Daily Family Worship

Psalm 74: The Cry of the Suffering Church

by | May 21, 2024

psalm 74

There is a singularity in this Psalm which reminds one strongly of Psalm 44; for there is not one mention of national or personal sin, there is no allusion to the people’s affliction being a punishment for iniquity, and there is no supplication for pardon and forgiveness. Although there is expostulation with the Lord in this sorrowful composition, yet there is no complaint against Him. There is mourning, but there is no murmuring. These words are far more like the cry of a smitten child – wondering and grieving that his father’s face is turned away from him in such displeasure, and that his hand is so heavy upon the child of his love. Or, as we might almost say, this Psalm is like the cries of one of those martyred ones beneath the heavenly altar – wondering at the Lord’s continued allowance of His heritage being thus trampled underfoot by marauders and oppressors, and exclaiming, “How long, O Lord; how long?”

In the first 11 verses of this Psalm, the deplorable case of the people of God is spread before the Lord, and left with Him. They plead the great things that Jehovah had done for them in bygone days. If the deliverance of Israel out of Egypt was encouragement to hope that He would not cast them off, much more reason do we have to believe that God will not cast off any whom Christ has redeemed with His own blood! Infidels and persecutors may silence the children of God and faithful ministers, they may shut up places of worship, and they may say that they will destroy the people of God and their religion entirely. For a long time, they may even prosper in these attempts, and God’s oppressed servants may see no prospect of deliverance. But there is always a remnant of believers, who are the seed of a future harvest! The despised Church has always survived those who once triumphed over her – and she always will! When the power of enemies is most threatening, it is a great comfort to be able to flee to the power of the Lord by earnest prayer.

The main emphasis of this portion of the Psalm lies in the argument which arose from Israel’s close relationship with God. Were they not His own people? Was not the Temple His own chosen sanctuary? Did not these facts alone constitute the reason why He should come, with swift footsteps, to undo the evils that their foes were inflicting? The invaders were not directly Israel’s adversaries; they were the Lord’s enemies. The Temple was the dwelling-place of His name. The whole Psalm is dominated by this note. It makes a point of constantly recurring to the insults and reproaches that were being done to God.

When we live only to please the Lord Jesus, so that our case and His have become inseparably united – then we can use language like this! But this position is not acquired lightly, nor without much watchfulness and prayer. By nature, we tend to watch out for our own dignity and well-being much more quickly than we keep our eyes alert for the interests of Christ’s Kingdom and glory. However, when we are absolutely identified with the Kingdom and glory of Jesus, our argument for deliverance is omnipotent!

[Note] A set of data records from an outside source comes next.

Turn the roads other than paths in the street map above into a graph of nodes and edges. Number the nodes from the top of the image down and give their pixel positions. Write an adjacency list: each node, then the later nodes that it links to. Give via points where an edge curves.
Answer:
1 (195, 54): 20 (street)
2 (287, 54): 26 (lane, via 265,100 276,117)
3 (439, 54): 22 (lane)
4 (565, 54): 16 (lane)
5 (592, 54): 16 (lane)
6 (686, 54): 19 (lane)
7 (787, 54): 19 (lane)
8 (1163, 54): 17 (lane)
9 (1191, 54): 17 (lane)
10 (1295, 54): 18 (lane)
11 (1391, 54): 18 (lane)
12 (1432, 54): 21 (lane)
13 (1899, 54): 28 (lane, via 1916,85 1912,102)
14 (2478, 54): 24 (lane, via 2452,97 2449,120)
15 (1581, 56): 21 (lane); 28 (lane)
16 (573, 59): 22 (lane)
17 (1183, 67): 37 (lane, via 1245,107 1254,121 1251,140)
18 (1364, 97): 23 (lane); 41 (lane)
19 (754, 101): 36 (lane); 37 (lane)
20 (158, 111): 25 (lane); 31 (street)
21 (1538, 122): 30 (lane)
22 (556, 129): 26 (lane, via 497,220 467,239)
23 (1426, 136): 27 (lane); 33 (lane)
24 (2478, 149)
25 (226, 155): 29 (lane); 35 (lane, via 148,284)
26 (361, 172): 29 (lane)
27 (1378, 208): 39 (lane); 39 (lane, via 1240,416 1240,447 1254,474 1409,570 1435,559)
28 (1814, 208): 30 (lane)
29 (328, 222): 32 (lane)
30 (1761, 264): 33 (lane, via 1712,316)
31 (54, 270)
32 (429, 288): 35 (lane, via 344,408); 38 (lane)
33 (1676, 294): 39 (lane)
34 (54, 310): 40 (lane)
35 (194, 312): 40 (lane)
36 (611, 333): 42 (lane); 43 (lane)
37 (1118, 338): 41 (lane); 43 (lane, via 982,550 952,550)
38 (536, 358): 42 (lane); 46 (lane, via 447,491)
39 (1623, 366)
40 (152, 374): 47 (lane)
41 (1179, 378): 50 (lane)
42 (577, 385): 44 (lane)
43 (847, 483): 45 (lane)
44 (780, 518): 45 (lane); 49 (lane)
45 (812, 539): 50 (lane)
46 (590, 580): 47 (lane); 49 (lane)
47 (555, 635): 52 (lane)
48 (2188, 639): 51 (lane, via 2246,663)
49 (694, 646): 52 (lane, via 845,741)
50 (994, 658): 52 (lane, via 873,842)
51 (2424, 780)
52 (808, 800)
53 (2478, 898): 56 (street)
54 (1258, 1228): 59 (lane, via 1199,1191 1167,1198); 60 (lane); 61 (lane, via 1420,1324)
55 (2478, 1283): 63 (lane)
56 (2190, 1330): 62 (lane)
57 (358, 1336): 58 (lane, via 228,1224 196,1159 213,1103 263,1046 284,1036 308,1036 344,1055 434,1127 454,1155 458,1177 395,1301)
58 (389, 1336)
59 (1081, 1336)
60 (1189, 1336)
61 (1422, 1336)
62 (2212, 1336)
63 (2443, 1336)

What God had done for His people in the past, as their King, encouraged them to depend upon Him now in their present distresses (verses 12-17). Those great and marvelous works that He had performed throughout His people’s history were things that none other could do. His mighty acts of Providence were food to the faith and hope of His people, to support and encourage them in their current difficulties. He Who is faithful to His covenant concerning the regular return of the day and the night will never cast off those whom He has chosen and redeemed. As believers, we have as much reason to expect affliction as we do to expect night and winter. But we have no more reason to despair of the return of comfort than to despair of day and summer! And when we finally reach the heavenly world above, we shall have no more of these changes.

In the concluding verses (18-23) of this composition, the Psalmist begs the Lord to appear on behalf of the Church against her enemies. And when He does so, the folly of those who revile His Gospel and His servants will soon be plain to all! Let us take up the Psalmist’s words into our own mouth, and call upon our God to enlighten the dark nations of the earth and to rescue His people, so that the poor and needy may praise His name! Blessed Savior, You are the same yesterday, today, and forever. Make Your people more than conquerors now, just as You have done for all Your saints in ages past!

O Lord, we give You thanks for the assurance that we have in times when the altars of truth are defiled, and Your ways of holiness are forsaken, and we weep with bitter sorrow – for we do not need to despair, since even the darkest eras are governed by You, and shall come to their end at Your bidding! Amen.